Calling for entries into the foodie hall of shame

potato chip sandwich

When I was a kid, and had not yet mastered the art of cooking, (my mother wouldn’t let me in the kitchen because I always made such a mess), my two best friends and I loved mayonnaise sandwiches.

As soon as Mother left for her Culture Club meeting, we would head for the kitchen and slather two slices of Wonder bread with real mayo (there was no such thing as the fat free variety in those days). Yummo. I guess you could call it a BLT – hold the bacon, lettuce and tomato. Mother never could figure out why she was always running out of mayo and Wonder bread.

If that didn’t satisfy, we would mix equal parts of cocoa power and sugar and stuff it between our gums and teeth. We called it “snuff.” If we were still craving something, we would play communion and have grape juice and crunched up saltines. (I’m sorry about that one, but we were prohibited from partaking at church in those early years so we made up our own version.)

My cousin Kathie taught me how to make potato-chip sandwiches when I was a kid. Take fresh, soft white bread, pile on as many potato chips as you can, gently balance another piece of bread on top, then push straight down to crush the chips into the bread so you can pick up the sandwich and eat it. Nothing but salt and carbs, but the crunchy/soft contrast was delicious.

If you have an entry into the Foodie Hall of Shame, send it to me. Let’s see who can get the grossest.

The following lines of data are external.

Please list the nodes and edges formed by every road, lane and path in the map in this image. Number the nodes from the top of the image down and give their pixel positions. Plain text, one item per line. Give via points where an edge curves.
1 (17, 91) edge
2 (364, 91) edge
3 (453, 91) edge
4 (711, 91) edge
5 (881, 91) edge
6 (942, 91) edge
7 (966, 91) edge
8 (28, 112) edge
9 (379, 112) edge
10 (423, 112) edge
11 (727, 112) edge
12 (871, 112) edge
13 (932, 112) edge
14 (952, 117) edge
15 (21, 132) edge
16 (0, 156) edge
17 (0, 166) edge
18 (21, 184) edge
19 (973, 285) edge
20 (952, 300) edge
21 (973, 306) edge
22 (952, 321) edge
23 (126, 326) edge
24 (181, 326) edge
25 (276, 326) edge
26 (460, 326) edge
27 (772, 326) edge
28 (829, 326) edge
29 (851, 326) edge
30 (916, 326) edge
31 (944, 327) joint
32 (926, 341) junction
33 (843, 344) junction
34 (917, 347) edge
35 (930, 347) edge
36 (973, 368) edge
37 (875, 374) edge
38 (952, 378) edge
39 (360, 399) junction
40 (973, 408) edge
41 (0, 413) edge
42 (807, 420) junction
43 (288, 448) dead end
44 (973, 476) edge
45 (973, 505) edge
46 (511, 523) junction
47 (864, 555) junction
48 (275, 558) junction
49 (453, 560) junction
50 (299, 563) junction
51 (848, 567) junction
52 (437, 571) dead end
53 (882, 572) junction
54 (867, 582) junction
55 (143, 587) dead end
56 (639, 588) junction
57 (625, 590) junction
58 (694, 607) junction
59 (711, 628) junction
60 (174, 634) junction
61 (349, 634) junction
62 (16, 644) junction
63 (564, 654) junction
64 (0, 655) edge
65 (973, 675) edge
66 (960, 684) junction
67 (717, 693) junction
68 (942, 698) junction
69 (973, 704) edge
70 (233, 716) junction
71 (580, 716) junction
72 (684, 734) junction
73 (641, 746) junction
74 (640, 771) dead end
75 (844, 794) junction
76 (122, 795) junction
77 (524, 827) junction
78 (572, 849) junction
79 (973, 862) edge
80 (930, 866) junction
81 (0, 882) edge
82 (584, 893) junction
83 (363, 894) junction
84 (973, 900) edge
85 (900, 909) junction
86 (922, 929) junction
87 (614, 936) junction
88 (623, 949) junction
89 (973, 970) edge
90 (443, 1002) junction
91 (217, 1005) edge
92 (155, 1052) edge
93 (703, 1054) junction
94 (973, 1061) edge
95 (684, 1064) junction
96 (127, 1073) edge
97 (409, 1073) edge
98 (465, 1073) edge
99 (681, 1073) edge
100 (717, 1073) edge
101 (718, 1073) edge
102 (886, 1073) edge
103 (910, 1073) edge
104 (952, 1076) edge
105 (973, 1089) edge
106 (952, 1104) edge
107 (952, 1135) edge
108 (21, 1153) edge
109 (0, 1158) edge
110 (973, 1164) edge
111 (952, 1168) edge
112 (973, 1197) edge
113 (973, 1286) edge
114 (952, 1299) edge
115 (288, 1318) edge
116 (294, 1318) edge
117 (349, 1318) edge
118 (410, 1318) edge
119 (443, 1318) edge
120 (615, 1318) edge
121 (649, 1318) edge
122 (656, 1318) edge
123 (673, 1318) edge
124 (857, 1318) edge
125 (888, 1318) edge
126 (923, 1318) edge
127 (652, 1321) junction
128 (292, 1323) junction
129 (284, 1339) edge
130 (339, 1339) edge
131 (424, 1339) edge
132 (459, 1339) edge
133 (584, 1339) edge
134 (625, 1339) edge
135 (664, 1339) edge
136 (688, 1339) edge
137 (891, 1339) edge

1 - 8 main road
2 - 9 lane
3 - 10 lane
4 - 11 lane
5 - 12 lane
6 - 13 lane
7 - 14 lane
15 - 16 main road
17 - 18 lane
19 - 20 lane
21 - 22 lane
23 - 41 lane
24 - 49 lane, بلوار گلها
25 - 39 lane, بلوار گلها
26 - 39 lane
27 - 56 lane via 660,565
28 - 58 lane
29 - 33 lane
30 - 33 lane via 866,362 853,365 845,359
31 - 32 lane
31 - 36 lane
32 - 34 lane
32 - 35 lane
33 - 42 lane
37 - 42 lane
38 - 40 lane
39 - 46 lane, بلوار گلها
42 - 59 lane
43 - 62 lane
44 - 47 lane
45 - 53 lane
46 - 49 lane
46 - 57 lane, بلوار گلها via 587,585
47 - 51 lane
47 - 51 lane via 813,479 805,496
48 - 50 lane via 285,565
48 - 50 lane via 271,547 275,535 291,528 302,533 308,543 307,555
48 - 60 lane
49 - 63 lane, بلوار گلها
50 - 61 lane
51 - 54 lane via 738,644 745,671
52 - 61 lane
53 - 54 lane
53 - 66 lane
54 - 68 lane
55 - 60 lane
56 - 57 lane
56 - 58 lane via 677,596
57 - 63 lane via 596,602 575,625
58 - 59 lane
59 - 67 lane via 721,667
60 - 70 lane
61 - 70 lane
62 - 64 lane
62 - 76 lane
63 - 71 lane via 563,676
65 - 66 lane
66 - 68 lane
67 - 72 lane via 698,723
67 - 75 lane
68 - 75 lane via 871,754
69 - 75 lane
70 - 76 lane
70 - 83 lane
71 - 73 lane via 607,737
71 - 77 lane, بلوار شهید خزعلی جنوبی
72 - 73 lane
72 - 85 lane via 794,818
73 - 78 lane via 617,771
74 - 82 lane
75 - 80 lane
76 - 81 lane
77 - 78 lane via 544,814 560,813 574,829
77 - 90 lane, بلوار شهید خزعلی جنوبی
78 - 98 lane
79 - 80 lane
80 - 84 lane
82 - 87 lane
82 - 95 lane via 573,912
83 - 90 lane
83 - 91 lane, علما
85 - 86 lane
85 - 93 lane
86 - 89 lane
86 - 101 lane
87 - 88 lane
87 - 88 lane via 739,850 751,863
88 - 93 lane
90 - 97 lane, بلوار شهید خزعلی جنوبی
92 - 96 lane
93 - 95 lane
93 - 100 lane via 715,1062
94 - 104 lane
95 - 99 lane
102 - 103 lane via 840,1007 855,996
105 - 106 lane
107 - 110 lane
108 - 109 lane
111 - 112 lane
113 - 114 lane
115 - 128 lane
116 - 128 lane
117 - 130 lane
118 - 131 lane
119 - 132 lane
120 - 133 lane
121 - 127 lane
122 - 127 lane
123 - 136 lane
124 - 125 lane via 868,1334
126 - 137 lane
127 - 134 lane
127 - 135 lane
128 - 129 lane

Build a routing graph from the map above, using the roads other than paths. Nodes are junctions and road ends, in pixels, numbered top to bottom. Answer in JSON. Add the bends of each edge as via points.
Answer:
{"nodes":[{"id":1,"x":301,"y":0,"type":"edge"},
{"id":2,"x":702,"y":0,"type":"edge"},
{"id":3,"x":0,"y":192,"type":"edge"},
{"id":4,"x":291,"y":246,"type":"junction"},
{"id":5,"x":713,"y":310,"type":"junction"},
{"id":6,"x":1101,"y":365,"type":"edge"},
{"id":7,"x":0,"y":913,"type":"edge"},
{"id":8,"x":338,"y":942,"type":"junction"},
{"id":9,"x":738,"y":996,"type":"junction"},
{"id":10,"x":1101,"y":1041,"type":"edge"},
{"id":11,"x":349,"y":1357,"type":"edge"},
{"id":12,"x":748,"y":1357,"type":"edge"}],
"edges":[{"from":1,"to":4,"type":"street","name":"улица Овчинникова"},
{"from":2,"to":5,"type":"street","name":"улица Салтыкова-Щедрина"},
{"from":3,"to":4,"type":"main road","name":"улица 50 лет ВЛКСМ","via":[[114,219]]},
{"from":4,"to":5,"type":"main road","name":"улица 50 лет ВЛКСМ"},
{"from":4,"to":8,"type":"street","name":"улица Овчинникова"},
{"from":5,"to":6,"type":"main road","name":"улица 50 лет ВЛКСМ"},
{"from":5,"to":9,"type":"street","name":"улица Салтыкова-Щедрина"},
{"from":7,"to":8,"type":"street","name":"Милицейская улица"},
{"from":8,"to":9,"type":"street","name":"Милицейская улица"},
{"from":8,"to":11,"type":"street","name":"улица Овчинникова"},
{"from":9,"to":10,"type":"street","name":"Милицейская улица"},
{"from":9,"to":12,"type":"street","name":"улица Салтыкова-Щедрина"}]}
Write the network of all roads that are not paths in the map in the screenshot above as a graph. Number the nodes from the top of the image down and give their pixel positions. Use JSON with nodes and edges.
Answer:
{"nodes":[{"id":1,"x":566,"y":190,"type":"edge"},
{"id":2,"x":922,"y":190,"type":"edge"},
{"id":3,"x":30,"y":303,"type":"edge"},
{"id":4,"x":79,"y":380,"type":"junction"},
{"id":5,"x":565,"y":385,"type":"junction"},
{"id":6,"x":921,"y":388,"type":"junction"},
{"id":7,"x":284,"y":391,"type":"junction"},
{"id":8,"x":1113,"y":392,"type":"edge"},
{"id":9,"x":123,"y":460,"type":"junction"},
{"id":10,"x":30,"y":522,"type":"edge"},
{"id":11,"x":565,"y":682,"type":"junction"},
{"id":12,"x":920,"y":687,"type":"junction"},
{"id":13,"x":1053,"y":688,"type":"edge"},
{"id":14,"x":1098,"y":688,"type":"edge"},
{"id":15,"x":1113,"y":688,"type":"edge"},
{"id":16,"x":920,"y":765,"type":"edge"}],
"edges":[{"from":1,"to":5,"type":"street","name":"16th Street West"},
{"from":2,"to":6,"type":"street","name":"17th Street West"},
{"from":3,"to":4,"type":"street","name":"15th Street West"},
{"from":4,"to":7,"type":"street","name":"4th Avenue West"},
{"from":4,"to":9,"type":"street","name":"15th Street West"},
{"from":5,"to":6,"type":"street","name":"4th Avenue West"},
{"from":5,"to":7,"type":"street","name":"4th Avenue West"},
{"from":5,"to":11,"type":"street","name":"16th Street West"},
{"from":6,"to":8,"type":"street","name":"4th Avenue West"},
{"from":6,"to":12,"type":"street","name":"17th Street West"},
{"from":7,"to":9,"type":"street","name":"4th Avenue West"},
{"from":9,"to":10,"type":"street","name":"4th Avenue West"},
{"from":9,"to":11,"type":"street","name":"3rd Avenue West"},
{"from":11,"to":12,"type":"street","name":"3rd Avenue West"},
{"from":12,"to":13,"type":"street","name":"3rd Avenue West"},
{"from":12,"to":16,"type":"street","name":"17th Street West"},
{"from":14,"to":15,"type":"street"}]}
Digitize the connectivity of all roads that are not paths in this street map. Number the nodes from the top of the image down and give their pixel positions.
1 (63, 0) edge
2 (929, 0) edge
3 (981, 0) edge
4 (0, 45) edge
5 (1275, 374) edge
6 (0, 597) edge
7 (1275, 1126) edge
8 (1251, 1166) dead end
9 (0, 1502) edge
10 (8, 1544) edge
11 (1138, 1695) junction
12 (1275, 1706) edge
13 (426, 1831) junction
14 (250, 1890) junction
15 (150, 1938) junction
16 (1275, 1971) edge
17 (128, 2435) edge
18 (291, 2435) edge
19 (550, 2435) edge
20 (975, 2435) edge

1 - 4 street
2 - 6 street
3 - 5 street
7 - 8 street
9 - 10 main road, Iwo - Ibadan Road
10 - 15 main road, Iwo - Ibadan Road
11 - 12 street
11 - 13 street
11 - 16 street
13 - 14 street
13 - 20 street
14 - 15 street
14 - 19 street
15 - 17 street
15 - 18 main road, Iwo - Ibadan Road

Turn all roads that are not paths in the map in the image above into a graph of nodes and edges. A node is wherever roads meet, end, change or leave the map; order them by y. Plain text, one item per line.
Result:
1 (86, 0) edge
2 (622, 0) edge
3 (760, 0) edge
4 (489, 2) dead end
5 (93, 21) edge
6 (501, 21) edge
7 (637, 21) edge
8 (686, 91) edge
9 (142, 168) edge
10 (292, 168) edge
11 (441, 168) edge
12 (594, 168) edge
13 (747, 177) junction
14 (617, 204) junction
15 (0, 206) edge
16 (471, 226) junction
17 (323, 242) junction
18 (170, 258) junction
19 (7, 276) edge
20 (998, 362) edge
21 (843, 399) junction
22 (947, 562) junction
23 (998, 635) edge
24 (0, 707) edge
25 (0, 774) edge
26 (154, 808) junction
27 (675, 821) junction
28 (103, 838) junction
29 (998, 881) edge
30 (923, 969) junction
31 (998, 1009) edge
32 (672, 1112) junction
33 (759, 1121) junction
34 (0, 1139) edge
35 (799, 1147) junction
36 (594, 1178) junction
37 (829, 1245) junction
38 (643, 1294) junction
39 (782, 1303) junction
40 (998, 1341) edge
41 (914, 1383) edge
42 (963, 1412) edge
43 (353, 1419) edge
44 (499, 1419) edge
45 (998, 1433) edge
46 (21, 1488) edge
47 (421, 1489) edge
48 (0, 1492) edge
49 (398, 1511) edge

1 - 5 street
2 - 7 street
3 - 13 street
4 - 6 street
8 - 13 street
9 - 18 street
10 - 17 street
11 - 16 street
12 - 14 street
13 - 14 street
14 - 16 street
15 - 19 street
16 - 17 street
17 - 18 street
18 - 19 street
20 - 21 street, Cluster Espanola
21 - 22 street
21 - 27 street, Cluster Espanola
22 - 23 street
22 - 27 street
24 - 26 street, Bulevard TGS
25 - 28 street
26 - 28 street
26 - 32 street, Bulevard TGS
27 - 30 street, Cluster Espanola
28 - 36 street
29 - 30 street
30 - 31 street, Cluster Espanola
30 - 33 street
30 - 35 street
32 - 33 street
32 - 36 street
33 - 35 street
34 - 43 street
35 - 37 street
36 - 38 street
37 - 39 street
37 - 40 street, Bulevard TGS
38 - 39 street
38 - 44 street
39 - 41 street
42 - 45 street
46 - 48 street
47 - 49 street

6 thoughts on “Calling for entries into the foodie hall of shame

  1. I can’t believe it–we must be sisters–I, also, ate mayonnaise sandwiches and mixed cocoa and sugar and pretended it was snuff! But, I have another foodie thing that not many other people have. I grew up eating peanut butter and mayonnaise sandwiches rather than peanut butter and jelly. In fact, I had never eaten a PBJ until I married. And the ULTIMATE sandwich to me is Crunchy Peanut Butter and Mayonnaise and Banana on Wheat Berry Bread. I’m drooling all over the computer just thinking about it. (I’m wiping it off so I won’t have to call Braddock for another day or two.) I’ll probably sleep well tonight knowing there is at least one other person in this world who ate/eats Mayo Sandwiches!!

  2. Hi Emily,

    Your Mom’s first cousin (my father) used to make pineapple sandwiches and eat them. Pretty sure he slapped lots of mayo on the sandwich bread slices before he added the pineapple. Was/is this a Mississippi tradition?

    As ya’ll probably recall, Elvis ate peanut butter and banana sandwiches.
    (Did I get that right? Anyone who can verify that?)

    Cuz

  3. Oh yeAH. We were talking about mayo sandwiches today when my “girls” the deluded divas were here. Olivia said she prefers Miracle Whip. Does anyone know what’s the difference.????

  4. My girl friends were talking about your post today, Ann. Ruth Ann says she is planning to make that tomorrow because it sounds so wonderful. I’m sorry, bananas make me want to puke. I slipped on a peel when I was five and I just don’t trust them.

    And Nancy, you’re exactly right – Elvis was a peanut butter/banana kind of guy.